ただ受け取ったものをかえすだけ腕時計に目を落とす。夏季休暇の空港を少々甘く見ていた。あとは搭乗するだけとはいえ、待つ身には気が気ではないだろう。足を早めて、人混みを少々強引に進む。ふと、後ろから自分を呼ぶ声がした。
「勇作殿」
決して大きな声ではないのに、よく通る低い声。足が止まる。振り返ると、歳のあまり変わらない男がこちらをまっすぐに見ていた。光を通さないような、真っ黒の瞳が、ひどく印象に残る。
「あの、すみません……どこかでお会いしたでしょうか」
人の顔と名前を覚えることは、不得手なほうではないというのに、彼の顔も名前も、全く出てこない。ならば初対面と断じていいはずなのに、なぜかためらってしまう。彼は小さく首を振った。
「今から俺が言うことは、聞き流して頂いて結構です。なに、時間はかかりません。再びこうして姿を見ることになるとは思っていなかった。ただ、こうして向かい合った以上、俺はあなたに、伝えなければならないことがある。ははあ、戸惑ってますね。いいんですよ。狂人の戯言と思って頂いてかまいません。……俺は、かつて、あなたに多くのものを貰いました。その時は欲しくもないと思っていたんです。捨ててしまいたいとすら、いや、捨てたのだと思っていました。でも、本当は違っていた。あなたに貰ったものは、確かに俺の、“よすが”になった。本当です。それを直視したら、生きていけないと思っていたのに。……今でも俺は、あなたに貰ったものを抱えて生きています」
耳に心地よく響く声。何のことを言っているのか、まるで理解ができないというのに、気を逸らせない。理解したいと、しなければならないのだと、何故だか強く思う。

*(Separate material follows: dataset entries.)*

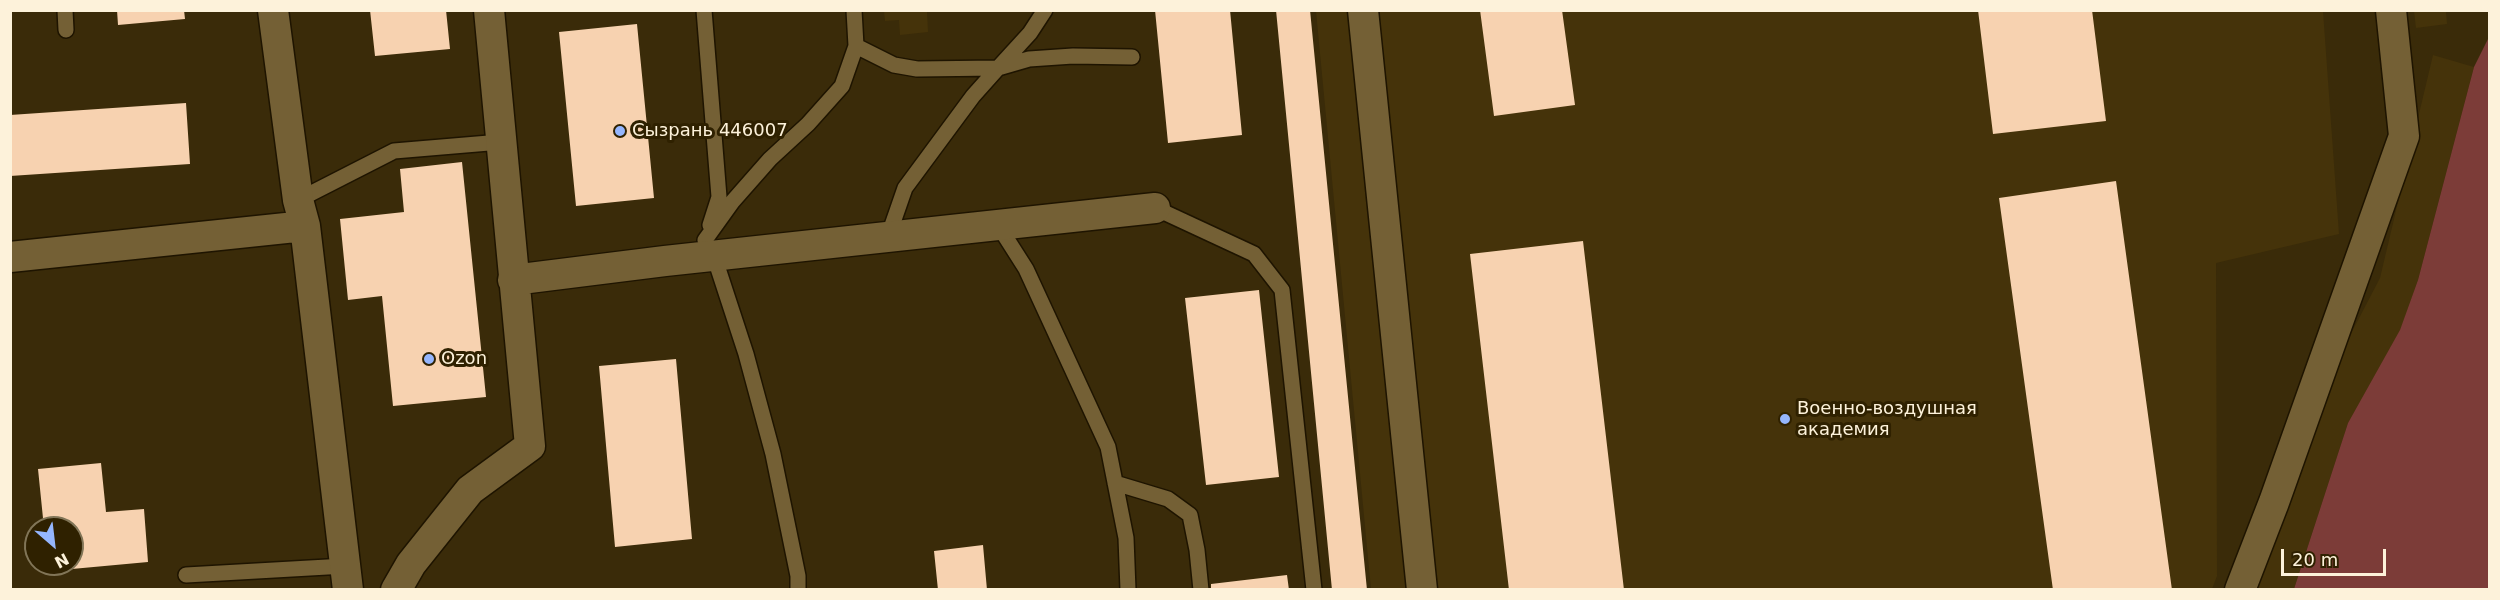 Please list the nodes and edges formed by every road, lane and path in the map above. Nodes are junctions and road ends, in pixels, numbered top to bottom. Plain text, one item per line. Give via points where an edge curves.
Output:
1 (65, 10) edge
2 (273, 10) edge
3 (489, 10) edge
4 (704, 10) edge
5 (854, 10) edge
6 (1045, 10) edge
7 (1364, 10) edge
8 (2391, 10) edge
9 (66, 30) dead end
10 (856, 46) junction
11 (1131, 57) dead end
12 (998, 68) junction
13 (501, 142) junction
14 (1155, 208) joint
15 (301, 213) junction
16 (998, 225) junction
17 (888, 237) junction
18 (709, 248) junction
19 (10, 256) edge
20 (513, 280) junction
21 (1115, 483) junction
22 (186, 575) dead end
23 (346, 578) edge
24 (396, 590) edge
25 (798, 590) edge
26 (1128, 590) edge
27 (1201, 590) edge
28 (1314, 590) edge
29 (1422, 590) edge
30 (2240, 590) edge

1 - 9 lane
2 - 15 street
3 - 13 street
4 - 18 lane via 719,197
5 - 10 lane
6 - 12 lane
7 - 29 street
8 - 30 street via 2404,136
10 - 12 lane via 894,65 917,69
10 - 18 lane via 842,86 733,201
11 - 12 lane via 1073,56 1029,60
12 - 17 lane via 905,188
13 - 15 lane via 394,151
13 - 20 street
14 - 16 street
14 - 28 lane via 1254,254 1282,290
15 - 19 street
15 - 23 street
16 - 17 street
16 - 21 lane via 1026,269 1063,346 1108,447
17 - 18 street
18 - 20 street via 665,261
18 - 25 lane via 746,354 773,454
20 - 24 street via 530,446 470,490 411,564
21 - 26 lane via 1126,538
21 - 27 lane via 1168,499 1190,515
22 - 23 lane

「――ご家族が呼んでいますね。最後に、これだけ、あなたに伝えたかった。……ありがとう。どうか、幾久しく健やかで」
息子の呼ぶ声が、ひどく遠く聞こえる。表情を動かさなかった彼が、わずかに口角を緩ませて言った言葉に、胸が引き絞られるような痛みと、懐かしさを感じる。人混みに紛れていく背中に、なにかを言わなければならない焦燥がつのる。言うべき言葉が確かにあるはずなのに。
「ありがとう、ございます……、どうかあなたも、幾久しく健やかで」
同じ言葉を、気がつけば返していた。確かにあの人は自分になにかを差し出してくれた。差し出されたものを、自分も返さなければと思った。
背中は雑踏に消える。お父さんはやく、と呼ぶ声がする。その声に向き直りながら、名も知らぬ人の、きっともう会うこともない人の、これからの幸せを、願わずにはいられなかった。